États généraux sur la réforme des institutions démocratiques : enjeux et perspectives. Convergences et divergences insoupçonnées : analyse comparée des mémoires déposés selon les catégories de participants et participantes

États généraux sur la réforme des institutions démocratiques : enjeux et perspectives. Convergences et divergences insoupçonnées : analyse comparée des mémoires déposés selon les catégories de participants et participantes

Jean-Marie Lafortune et Dimitri della Faille. « États généraux sur la réforme des institutions démocratiques : enjeux et perspectives. Convergences et divergences insoupçonnées : analyse comparée des mémoires déposés selon les catégories de participants et participantes » . Observatoire d’études sur la démocratie et les institutions politiques. 2004.
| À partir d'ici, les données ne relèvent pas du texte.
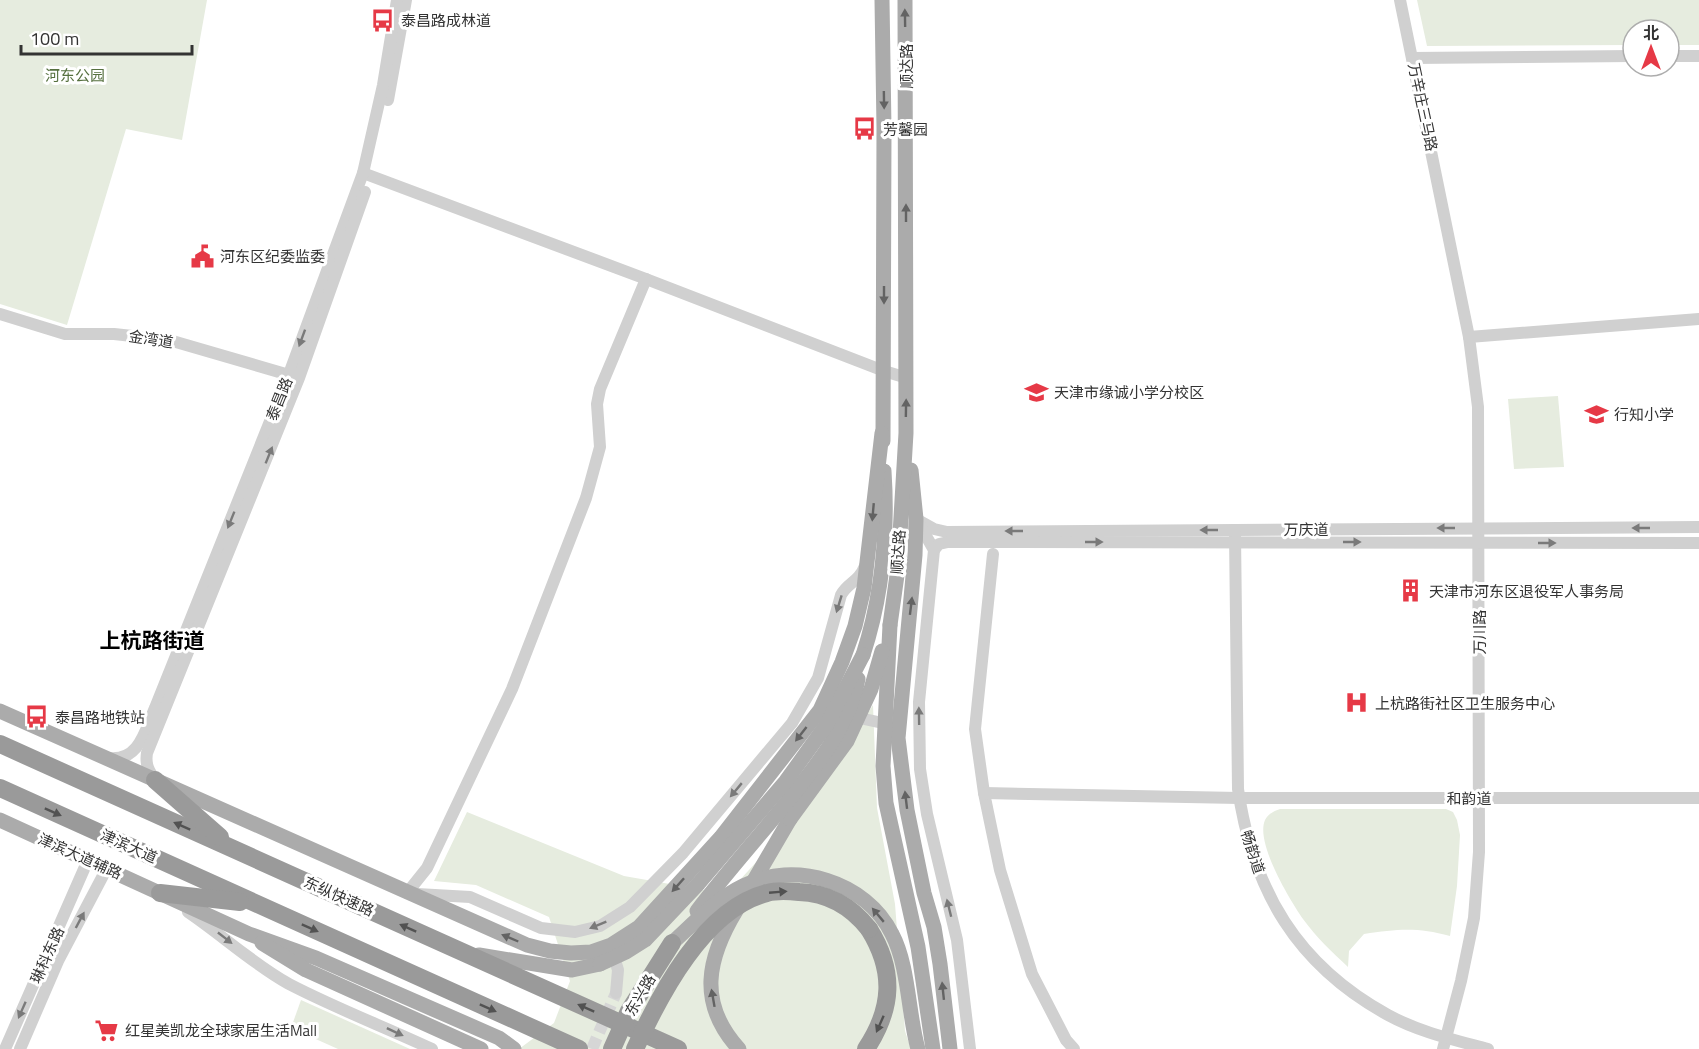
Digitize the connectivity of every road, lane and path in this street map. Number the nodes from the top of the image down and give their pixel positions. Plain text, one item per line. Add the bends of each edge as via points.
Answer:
1 (397, 0) edge
2 (406, 0) edge
3 (882, 0) edge
4 (905, 0) edge
5 (1400, 0) edge
6 (1621, 56) edge
7 (1681, 56) edge
8 (1699, 56) edge
9 (1412, 58) junction
10 (367, 175) junction
11 (1445, 214) joint
12 (646, 279) junction
13 (0, 314) edge
14 (1699, 319) edge
15 (1469, 338) junction
16 (884, 371) junction
17 (294, 376) junction
18 (907, 378) junction
19 (882, 433) junction
20 (906, 433) junction
21 (894, 508) junction
22 (916, 519) junction
23 (1699, 527) edge
24 (1479, 528) junction
25 (1235, 536) junction
26 (1479, 542) junction
27 (1699, 543) edge
28 (934, 550) junction
29 (993, 554) dead end
30 (869, 557) junction
31 (890, 625) junction
32 (863, 655) junction
33 (820, 710) junction
34 (0, 711) edge
35 (899, 726) junction
36 (0, 744) edge
37 (100, 756) junction
38 (155, 780) junction
39 (0, 788) edge
40 (984, 793) junction
41 (1239, 798) junction
42 (1479, 798) junction
43 (1699, 798) edge
44 (0, 820) edge
45 (235, 850) junction
46 (88, 860) junction
47 (107, 868) junction
48 (160, 893) junction
49 (407, 893) junction
50 (257, 903) junction
51 (249, 934) junction
52 (672, 943) junction
53 (611, 945) junction
54 (462, 952) junction
55 (616, 993) tunnel mouth
56 (1444, 1043) edge
57 (949, 1046) edge
58 (5, 1049) edge
59 (20, 1049) edge
60 (432, 1049) edge
61 (481, 1049) edge
62 (514, 1049) edge
63 (579, 1049) edge
64 (612, 1049) edge
65 (635, 1049) edge
66 (678, 1049) edge
67 (739, 1049) edge
68 (866, 1049) edge
69 (918, 1049) edge
70 (931, 1049) edge
71 (970, 1049) edge
72 (1074, 1049) edge
73 (1488, 1049) edge

1 - 10 street, 泰昌路
2 - 10 street, 泰昌路 via 393,79
3 -> 16 main road, 顺达路
18 -> 4 main road, 顺达路
5 - 9 street, 万辛庄三马路
6 - 9 street
7 - 8 street
9 - 11 street, 万辛庄三马路
10 - 12 street
10 - 17 street, 泰昌路
11 - 15 street, 万川路
12 - 16 street
12 - 49 street via 600,389 600,447 586,498 520,668 427,868
13 - 17 street, 金湾道 via 65,334 169,340
14 - 15 street
15 - 24 street, 万川路 via 1478,407
16 - 18 street
16 - 19 main road, 顺达路
17 -> 37 street, 泰昌路 via 139,745 126,757
38 -> 17 street, 泰昌路 via 148,770 147,753
20 -> 18 main road, 顺达路
19 - 21 main road, 顺达路
19 -> 30 main road
20 - 21 main road, 顺达路
20 - 22 main road
21 - 31 main road, 顺达路 via 898,568
21 - 32 main road, 顺达路 via 875,613
25 -> 22 street, 万庆道 via 947,532
22 - 28 street
35 -> 22 main road
23 -> 24 street, 万庆道
24 -> 25 street, 万庆道
24 - 26 street, 万川路
25 -> 26 street, 万庆道
28 -> 25 street, 万庆道 via 948,542
25 - 41 street, 畅韵道
26 -> 27 street, 万庆道
26 - 42 street, 万川路
71 -> 28 street via 957,940 920,769 919,702
29 - 40 street via 975,729
30 - 33 main road via 855,626
30 -> 49 street via 860,578 846,587 841,596 818,678 792,723 684,853 630,907 600,926 574,932 541,928 470,897
67 -> 31 main road, 顺达路, bridge via 723,1027 712,999 713,956 724,930 790,819 847,741 871,689
31 - 70 main road, bridge via 883,766 886,803 918,947
32 - 52 main road, 顺达路, bridge via 857,687 832,741
32 - 54 main road, bridge via 827,724 786,781 699,884 645,940 600,964 572,970
33 - 35 street
33 -> 53 main road via 721,837 639,927
34 - 37 main road
57 -> 35 main road via 934,927 907,810
45 -> 36 highway, 东纵快速路
37 - 38 main road
38 - 45 highway
38 - 49 main road
39 -> 50 highway, 津滨大道
40 - 41 street, 和韵道
40 - 72 street via 999,870 1032,974
41 - 42 street, 和韵道
41 - 56 street, 畅韵道 via 1253,858 1266,893 1287,928 1314,960 1346,988 1389,1016
42 - 43 street, 和韵道
42 - 56 street, 万川路 via 1474,918
44 - 46 main road, 津滨大道辅路
54 -> 45 highway, 东纵快速路
46 - 47 main road, 津滨大道辅路
46 -> 58 street, 琳科东路
47 - 48 main road, 津滨大道辅路
59 -> 47 street, 琳科东路 via 58,961
48 - 50 highway
48 - 51 main road, 津滨大道辅路
48 -> 60 street via 290,984
53 -> 49 main road via 591,952 542,949
50 -> 63 highway
51 - 61 main road via 306,970
51 - 62 main road via 316,958 499,1038
52 - 64 highway, 东兴路, bridge via 629,1011
69 -> 52 main road, bridge via 905,977 892,933 867,903 824,878 778,876 742,886
53 - 55 street via 618,970
66 -> 54 highway, 东纵快速路
56 - 73 street, 畅韵道
57 - 70 street
65 -> 68 highway, 东兴路, bridge via 649,1018 695,944 751,899 787,891 822,895 843,903 859,915 879,945 888,992 885,1011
États généraux sur la réforme des institutions démocratiques : enjeux et perspectives
“Convergences et divergences insoupçonnées : analyse comparée des mémoires déposés selon les catégories de participants et participantes”

RÉSUMÉ:

La réforme des institutions démocratiques est à l’ordre du jour dans de nombreuses législatures (provinciales: ex. : Colombie-Britannique, Ile-du-Prince-Édouard, Nouveau-Brunswick, Ontario, Québec; nationales: ex. : Nouvelle-Zélande, Australie, Écosse, Canada).

Dans le cadre des exercices consultatifs qui accompagnent ces discussions, la tâche principale de la sociologie consiste à circonscrire les forces sociales en présence afin de saisir sur le plan des postulats et des aspirations les dynamiques de renforcement ou d’opposition mutuels susceptibles de guider l’éventuelle réforme. Ce qui signifie s’intéresser non seulement aux positions gouvernementales, à celles des individus ou de la «société civile» indifférenciée, mais à la position des acteurs sociaux engagés dans la discussion.

La consultation pan-québécoise qui a fait suite au document signé par Jean-Pierre Charbonneau, Le pouvoir aux citoyens et aux citoyennes (juin 2002), s’avérait être pour nous une occasion de sonder les positions des acteurs sociaux en rassemblant sous de mêmes catégories de locuteurs collectifs les textes des mémoires déposés.

Les objectifs de la recherche s’articulaient ainsi autour des convergences et divergences de conception de la démocratie et de ses mécanismes institutionnels que manifestent les principaux acteurs sociaux québécois. Il s’agissait d’abord de cerner des sphères de locuteurs qui puissent être considérés comme des acteurs sociaux. Puis de mettre en comparaison le lexique employé dans l’ensemble des textes de mémoires considérés, en soulignant chaque fois les accents mais aussi les silences. Enfin, tenter de dégager les voies de réforme par où pointe l’effet combiné des positions prises par l’ensemble des acteurs.